Standards
Security Configuration Management bases its checklist on various authority standards.
- Center for Internet Security
- The Center for Internet Security (CIS) guidelines recommends technical control rules and values that are applicable to network devices, operating systems, software applications, and middleware applications. CIS guidelines are consensus-based and are used by the US government and businesses in various industries.
- Defense Information System Agency Security Technical Implementation Guidelines
- The Defense Information Systems Agency (DISA) releases the Security Technical Implementation Guidelines (STIG). STIG provides recommendations for secure installation, configuration, and maintenance of software, hardware, and information systems. STIG is one of the basis of configuration standards that the US Department of Defense uses.
- Federal Desktop Core Configuration
- The Federal Desktop Core Configuration (FDCC) is a set of security settings that were recommended by the National Institute of Standards and Technology (NIST). FDCC was replaced by the United States Government Configuration Baseline (USGCB).
- Payment Card Industry Data Security Standard
- The Payment Card Industry Data Security Standard (PCI DSS) is a baseline of technical and organizational requirements that are related to the Payment Card Industry.

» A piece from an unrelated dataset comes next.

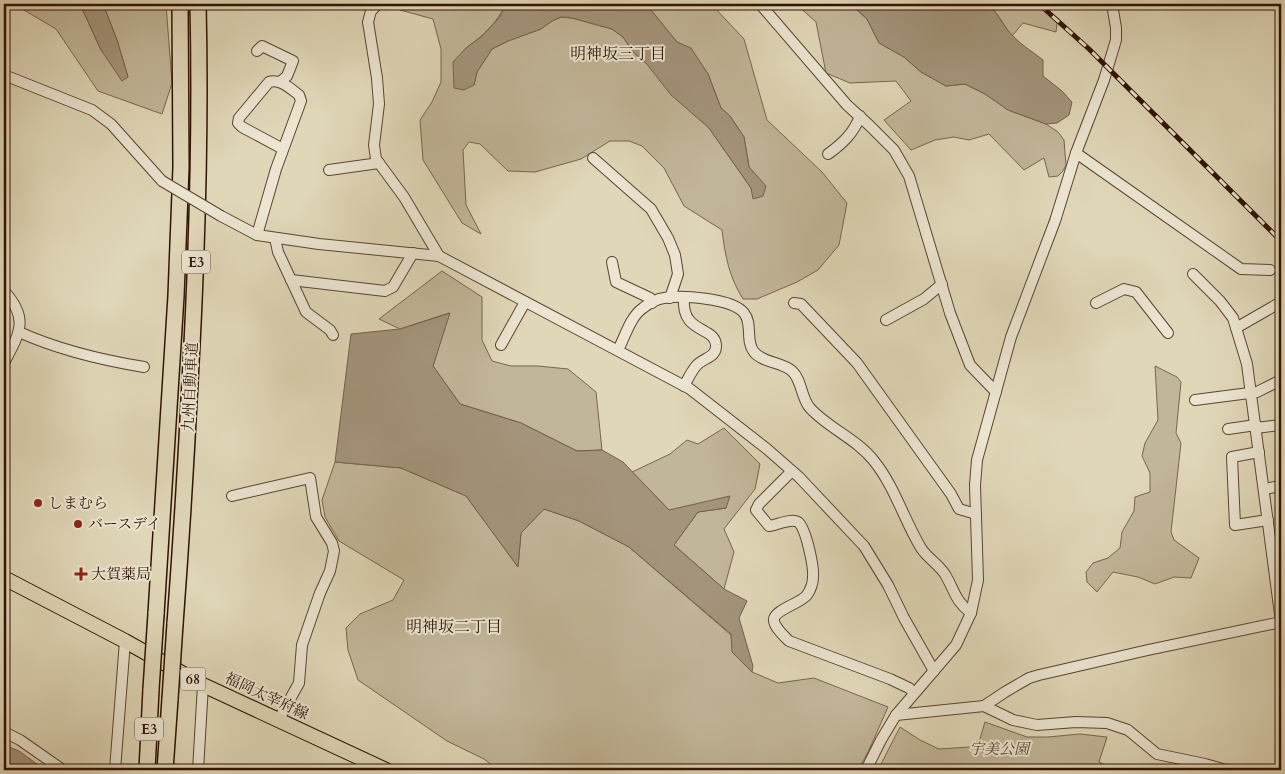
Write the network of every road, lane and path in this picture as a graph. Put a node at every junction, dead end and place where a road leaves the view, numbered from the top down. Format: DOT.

- United States Government Configuration Baseline
- The United States Government Configuration Baseline (USGCB) provides guidance for security configuration of Information Technology products that are deployed by US government federal agencies. USGCB addresses the following platforms Microsoft's Windows 7, Windows 7 Firewall, Windows Vista, Windows Vista Firewall, Windows XP, Windows XP Firewall, Internet Explorer 7, Internet Explorer 8, and Red Hat Enterprise Linux 5.